▶ PROBLEM DETAILS
Your job is to return each record exactly, minus any pictures.

▶ DATA LISTING
──────

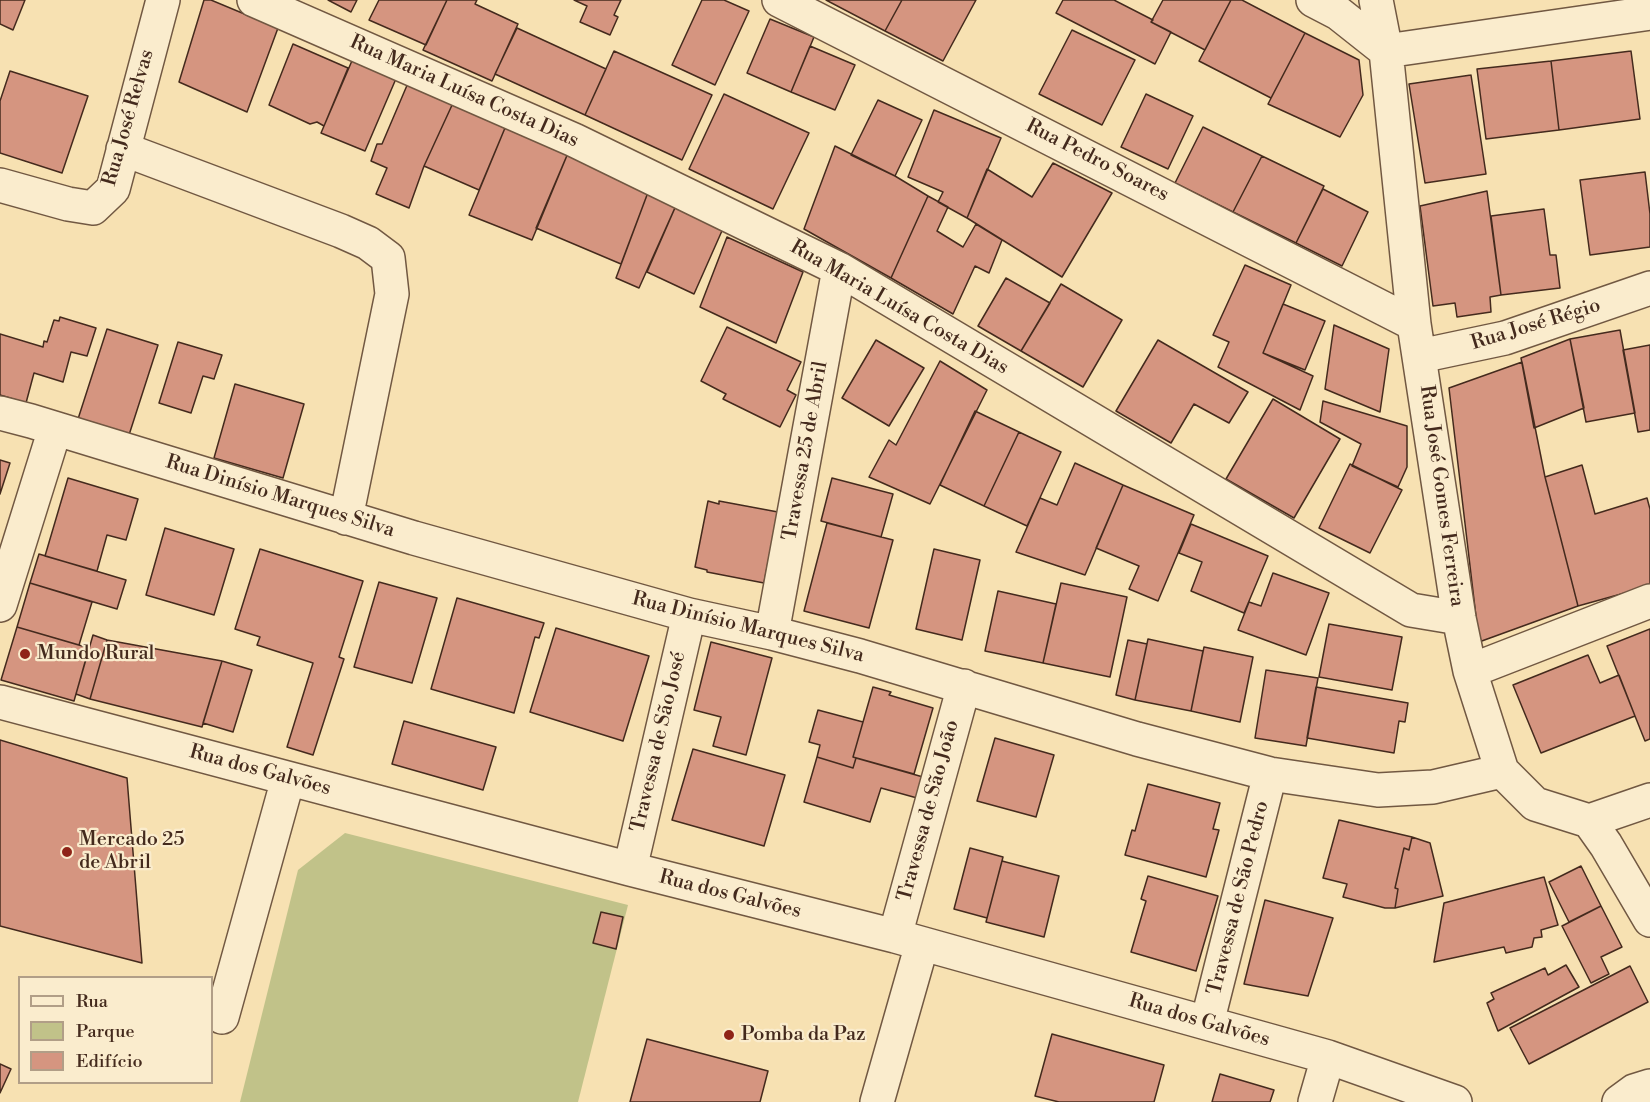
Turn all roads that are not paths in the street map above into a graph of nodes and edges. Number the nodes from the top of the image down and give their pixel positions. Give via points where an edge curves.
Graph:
1 (163, 0) edge
2 (254, 0) edge
3 (779, 0) edge
4 (1313, 0) edge
5 (1376, 0) edge
6 (1650, 13) edge
7 (1386, 51) junction
8 (123, 149) junction
9 (0, 185) edge
10 (839, 269) junction
11 (1650, 288) edge
12 (1414, 324) junction
13 (1420, 356) junction
14 (0, 413) edge
15 (55, 429) junction
16 (346, 518) junction
17 (1650, 602) edge
18 (0, 605) edge
19 (688, 615) junction
20 (1459, 618) junction
21 (772, 633) junction
22 (1470, 671) junction
23 (964, 686) junction
24 (0, 702) edge
25 (1502, 771) junction
26 (1270, 774) junction
27 (288, 779) junction
28 (1650, 800) edge
29 (1589, 821) junction
30 (630, 870) junction
31 (1650, 920) edge
32 (909, 940) junction
33 (222, 1017) dead end
34 (1207, 1023) junction
35 (1328, 1057) junction
36 (1650, 1086) edge
37 (877, 1102) edge
38 (1315, 1102) edge
39 (1455, 1102) edge
40 (1619, 1102) edge

1 - 8 street, Rua José Relvas
2 - 10 street, Rua Maria Luísa Costa Dias via 574,140
3 - 12 street, Rua Pedro Soares
4 - 7 street via 1338,13
5 - 7 street, Rua José Gomes Ferreira
6 - 7 street
7 - 12 street, Rua José Gomes Ferreira
8 - 9 street, Rua José Relvas via 113,189 93,208
8 - 16 street via 341,231 368,243 388,258 392,294
10 - 20 street, Rua Maria Luísa Costa Dias via 1411,610
10 - 21 street, Travessa 25 de Abril
11 - 13 street, Rua José Régio via 1505,338
12 - 13 street, Rua José Gomes Ferreira
13 - 20 street, Rua José Gomes Ferreira
14 - 15 street, Rua Dinísio Marques Silva
15 - 16 street, Rua Dinísio Marques Silva
15 - 18 street
16 - 19 street, Rua Dinísio Marques Silva
17 - 22 street
19 - 21 street, Rua Dinísio Marques Silva
19 - 30 street, Travessa de São José
20 - 22 street, Rua José Gomes Ferreira
21 - 23 street, Rua Dinísio Marques Silva
22 - 25 street, Rua José Gomes Ferreira
23 - 26 street, Rua Dinísio Marques Silva via 1137,739
23 - 32 street, Travessa de São João
24 - 27 street, Rua dos Galvões
25 - 26 street, Rua Dinísio Marques Silva via 1434,787 1378,790
25 - 29 street, Rua José Gomes Ferreira via 1535,804
26 - 34 street, Travessa de São Pedro
27 - 30 street, Rua dos Galvões
27 - 33 street
28 - 29 street
29 - 31 street
30 - 32 street, Rua dos Galvões
32 - 34 street, Rua dos Galvões
32 - 37 street, Travessa de São João
34 - 35 street, Rua dos Galvões
35 - 38 street
35 - 39 street, Rua dos Galvões
36 - 40 street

──────

▶ ANSWER TO THIS TASK
Turn all roads that are not paths in the street map above into a graph of nodes and edges. Number the nodes from the top of the image down and give their pixel positions. Give via points where an edge curves.
Graph:
1 (163, 0) edge
2 (254, 0) edge
3 (779, 0) edge
4 (1313, 0) edge
5 (1376, 0) edge
6 (1650, 13) edge
7 (1386, 51) junction
8 (123, 149) junction
9 (0, 185) edge
10 (839, 269) junction
11 (1650, 288) edge
12 (1414, 324) junction
13 (1420, 356) junction
14 (0, 413) edge
15 (55, 429) junction
16 (346, 518) junction
17 (1650, 602) edge
18 (0, 605) edge
19 (688, 615) junction
20 (1459, 618) junction
21 (772, 633) junction
22 (1470, 671) junction
23 (964, 686) junction
24 (0, 702) edge
25 (1502, 771) junction
26 (1270, 774) junction
27 (288, 779) junction
28 (1650, 800) edge
29 (1589, 821) junction
30 (630, 870) junction
31 (1650, 920) edge
32 (909, 940) junction
33 (222, 1017) dead end
34 (1207, 1023) junction
35 (1328, 1057) junction
36 (1650, 1086) edge
37 (877, 1102) edge
38 (1315, 1102) edge
39 (1455, 1102) edge
40 (1619, 1102) edge

1 - 8 street, Rua José Relvas
2 - 10 street, Rua Maria Luísa Costa Dias via 574,140
3 - 12 street, Rua Pedro Soares
4 - 7 street via 1338,13
5 - 7 street, Rua José Gomes Ferreira
6 - 7 street
7 - 12 street, Rua José Gomes Ferreira
8 - 9 street, Rua José Relvas via 113,189 93,208
8 - 16 street via 341,231 368,243 388,258 392,294
10 - 20 street, Rua Maria Luísa Costa Dias via 1411,610
10 - 21 street, Travessa 25 de Abril
11 - 13 street, Rua José Régio via 1505,338
12 - 13 street, Rua José Gomes Ferreira
13 - 20 street, Rua José Gomes Ferreira
14 - 15 street, Rua Dinísio Marques Silva
15 - 16 street, Rua Dinísio Marques Silva
15 - 18 street
16 - 19 street, Rua Dinísio Marques Silva
17 - 22 street
19 - 21 street, Rua Dinísio Marques Silva
19 - 30 street, Travessa de São José
20 - 22 street, Rua José Gomes Ferreira
21 - 23 street, Rua Dinísio Marques Silva
22 - 25 street, Rua José Gomes Ferreira
23 - 26 street, Rua Dinísio Marques Silva via 1137,739
23 - 32 street, Travessa de São João
24 - 27 street, Rua dos Galvões
25 - 26 street, Rua Dinísio Marques Silva via 1434,787 1378,790
25 - 29 street, Rua José Gomes Ferreira via 1535,804
26 - 34 street, Travessa de São Pedro
27 - 30 street, Rua dos Galvões
27 - 33 street
28 - 29 street
29 - 31 street
30 - 32 street, Rua dos Galvões
32 - 34 street, Rua dos Galvões
32 - 37 street, Travessa de São João
34 - 35 street, Rua dos Galvões
35 - 38 street
35 - 39 street, Rua dos Galvões
36 - 40 street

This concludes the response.